TEROPONGSENAYAN.COM - Jakarta, Pernyataan Direktur Utama KAI Bobby Rasyidin yang menyebut utang proyek Kereta Cepat Jakarta–Bandung (KCJB) sebagai “bom waktu” membuka tabir masalah laten dari proyek prestisius ini. Tidak hanya soal pembengkakan biaya dan utang yang menekan arus kas PT KCIC, tetapi juga menyentuh akar persoalan: sejauh mana proses due diligence dilakukan sebelum pinjaman besar-besaran dari China Development Bank (CDB) disepakati?
Skema Pinjaman dan Kelemahan Awal
Sejak awal, proyek KCJB digadang-gadang sebagai proyek kerja sama business-to-business (B2B) tanpa membebani APBN. Namun kenyataannya, pinjaman besar dari CDB mencapai lebih dari 75% biaya proyek dengan tenor panjang dan bunga mengambang.
Pertanyaan kritis yang kini mencuat:
1. Apakah studi kelayakan (feasibility study) realistis?
Banyak pengamat menilai proyeksi penumpang harian terlalu optimistis, tidak memperhitungkan daya beli masyarakat dan preferensi moda transportasi lain.
2. Bagaimana analisis risiko utang dilakukan?
Due diligence semestinya mencakup sensitivitas terhadap kenaikan biaya konstruksi, fluktuasi kurs rupiah, dan potensi cost overrun. Nyatanya, semua faktor risiko itu justru muncul dan membengkakkan utang.
3. Mengapa opsi pembiayaan domestik minim dieksplorasi?
Padahal Indonesia memiliki sumber pembiayaan alternatif, seperti sindikasi bank nasional, penerbitan obligasi, atau bahkan sovereign wealth fund lebih dini. Ketergantungan tunggal pada CDB membuat bargaining position Indonesia lemah.
Minim Transparansi dan Lemahnya Tata Kelola
Dalam banyak proyek infrastruktur, due diligence tidak sekadar teknis, melainkan juga proses governance. Sayangnya, dalam kasus KCJB:
Dokumen perjanjian pinjaman tidak sepenuhnya terbuka untuk publik, bahkan untuk DPR sekalipun.
Risiko kontinjensi (potensi jatuh ke beban APBN) tidak dijelaskan secara detail.
Keterlibatan konsultan independen dalam due diligence finansial minim, karena sebagian besar proses dikendalikan oleh pihak Tiongkok dan konsorsium BUMN.
Hal ini memunculkan dugaan bahwa keputusan lebih banyak didorong pertimbangan politik ketimbang perhitungan finansial yang matang.

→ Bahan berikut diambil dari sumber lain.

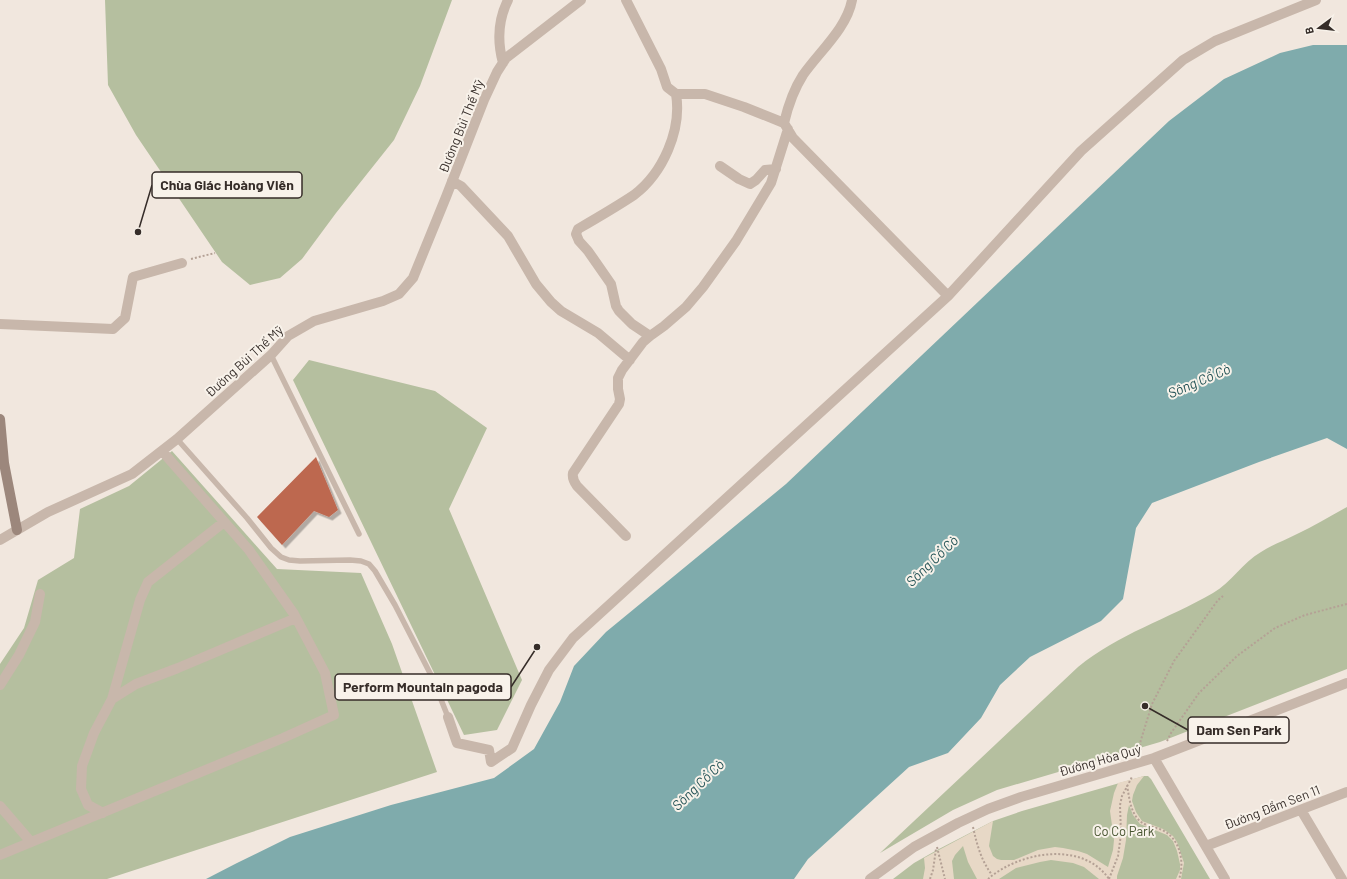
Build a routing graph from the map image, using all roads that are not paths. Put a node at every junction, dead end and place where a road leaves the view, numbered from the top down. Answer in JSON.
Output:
{"nodes":[{"id":1,"x":508,"y":0,"type":"edge"},
{"id":2,"x":581,"y":0,"type":"edge"},
{"id":3,"x":626,"y":0,"type":"edge"},
{"id":4,"x":852,"y":0,"type":"edge"},
{"id":5,"x":1316,"y":0,"type":"edge"},
{"id":6,"x":503,"y":63,"type":"junction"},
{"id":7,"x":676,"y":94,"type":"junction"},
{"id":8,"x":786,"y":126,"type":"junction"},
{"id":9,"x":720,"y":166,"type":"dead end"},
{"id":10,"x":776,"y":169,"type":"junction"},
{"id":11,"x":452,"y":182,"type":"junction"},
{"id":12,"x":182,"y":263,"type":"dead end"},
{"id":13,"x":948,"y":296,"type":"junction"},
{"id":14,"x":0,"y":324,"type":"edge"},
{"id":15,"x":650,"y":336,"type":"junction"},
{"id":16,"x":271,"y":355,"type":"junction"},
{"id":17,"x":630,"y":360,"type":"junction"},
{"id":18,"x":0,"y":419,"type":"edge"},
{"id":19,"x":176,"y":439,"type":"junction"},
{"id":20,"x":162,"y":451,"type":"junction"},
{"id":21,"x":224,"y":522,"type":"junction"},
{"id":22,"x":17,"y":530,"type":"junction"},
{"id":23,"x":359,"y":534,"type":"dead end"},
{"id":24,"x":626,"y":536,"type":"dead end"},
{"id":25,"x":0,"y":540,"type":"edge"},
{"id":26,"x":40,"y":594,"type":"dead end"},
{"id":27,"x":296,"y":618,"type":"junction"},
{"id":28,"x":1347,"y":683,"type":"edge"},
{"id":29,"x":0,"y":685,"type":"edge"},
{"id":30,"x":112,"y":699,"type":"junction"},
{"id":31,"x":448,"y":717,"type":"joint"},
{"id":32,"x":1154,"y":758,"type":"junction"},
{"id":33,"x":1347,"y":792,"type":"edge"},
{"id":34,"x":0,"y":806,"type":"edge"},
{"id":35,"x":1301,"y":810,"type":"junction"},
{"id":36,"x":103,"y":813,"type":"junction"},
{"id":37,"x":31,"y":842,"type":"junction"},
{"id":38,"x":1206,"y":846,"type":"junction"},
{"id":39,"x":0,"y":855,"type":"edge"},
{"id":40,"x":870,"y":879,"type":"edge"},
{"id":41,"x":1225,"y":879,"type":"edge"},
{"id":42,"x":1342,"y":879,"type":"edge"}],
"edges":[{"from":1,"to":6,"type":"street"},
{"from":2,"to":6,"type":"street","name":"Đường Bùi Thế Mỹ"},
{"from":3,"to":7,"type":"street"},
{"from":4,"to":8,"type":"street"},
{"from":5,"to":13,"type":"street"},
{"from":6,"to":11,"type":"street","name":"Đường Bùi Thế Mỹ"},
{"from":7,"to":8,"type":"street"},
{"from":7,"to":15,"type":"street"},
{"from":8,"to":10,"type":"street"},
{"from":8,"to":13,"type":"street"},
{"from":9,"to":10,"type":"street"},
{"from":10,"to":15,"type":"street"},
{"from":11,"to":16,"type":"street","name":"Đường Bùi Thế Mỹ"},
{"from":11,"to":17,"type":"street"},
{"from":12,"to":14,"type":"street"},
{"from":13,"to":31,"type":"street"},
{"from":15,"to":17,"type":"street"},
{"from":16,"to":19,"type":"street","name":"Đường Bùi Thế Mỹ"},
{"from":16,"to":23,"type":"lane"},
{"from":17,"to":24,"type":"street"},
{"from":18,"to":22,"type":"street"},
{"from":19,"to":20,"type":"street","name":"Đường Bùi Thế Mỹ"},
{"from":19,"to":31,"type":"lane"},
{"from":20,"to":21,"type":"street"},
{"from":20,"to":22,"type":"street","name":"Đường Bùi Thế Mỹ"},
{"from":21,"to":27,"type":"street"},
{"from":21,"to":30,"type":"street"},
{"from":22,"to":25,"type":"street","name":"Đường Bùi Thế Mỹ"},
{"from":26,"to":29,"type":"street"},
{"from":27,"to":30,"type":"street"},
{"from":27,"to":36,"type":"street"},
{"from":28,"to":32,"type":"street","name":"Đường Hòa Quý"},
{"from":30,"to":36,"type":"street"},
{"from":32,"to":38,"type":"street"},
{"from":32,"to":40,"type":"street","name":"Đường Hòa Quý"},
{"from":33,"to":35,"type":"street","name":"Đường Đầm Sen 11"},
{"from":34,"to":37,"type":"street"},
{"from":35,"to":38,"type":"street","name":"Đường Đầm Sen 11"},
{"from":35,"to":42,"type":"street"},
{"from":36,"to":37,"type":"street"},
{"from":37,"to":39,"type":"street"},
{"from":38,"to":41,"type":"street"}]}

Due Diligence yang Tertunda
Kini, setelah kereta cepat beroperasi, ironisnya proses “due diligence” justru dilakukan ex post—yakni setelah proyek selesai dan utang menumpuk. Komisi VI DPR RI menekan KAI untuk memberi klarifikasi, sementara BPI Danantara diminta mencari jalan penyelamatan. Dengan kata lain, apa yang seharusnya dilakukan di awal, kini dipaksa dilakukan di tengah krisis.
Pelajaran untuk Pemerintahan Baru
Pernyataan Bobby Rasyidin bukan hanya alarm finansial, tetapi juga sinyal untuk reformasi tata kelola proyek strategis nasional:
Kewajiban due diligence ketat: Setiap proyek dengan pinjaman asing besar harus melalui audit independen yang transparan, mencakup analisis sensitivitas fiskal dan risiko kontinjensi.
Keterlibatan DPR sejak awal: Bukan sekadar memberi persetujuan formal, tetapi memiliki akses penuh pada dokumen perjanjian utang.
Diversifikasi sumber pembiayaan: Jangan hanya bergantung pada satu kreditur dengan dominasi politik-ekonomi tertentu.
Jika tidak, kasus KCJB berpotensi menjadi preseden buruk—menciptakan “jerat utang” yang membatasi kedaulatan fiskal dan kebijakan transportasi Indonesia di masa depan.
---
ð Jadi, persoalan utama KCJB bukan sekadar soal utang yang membengkak, melainkan minimnya due diligence pada pinjaman awal yang kini berubah menjadi bom waktu.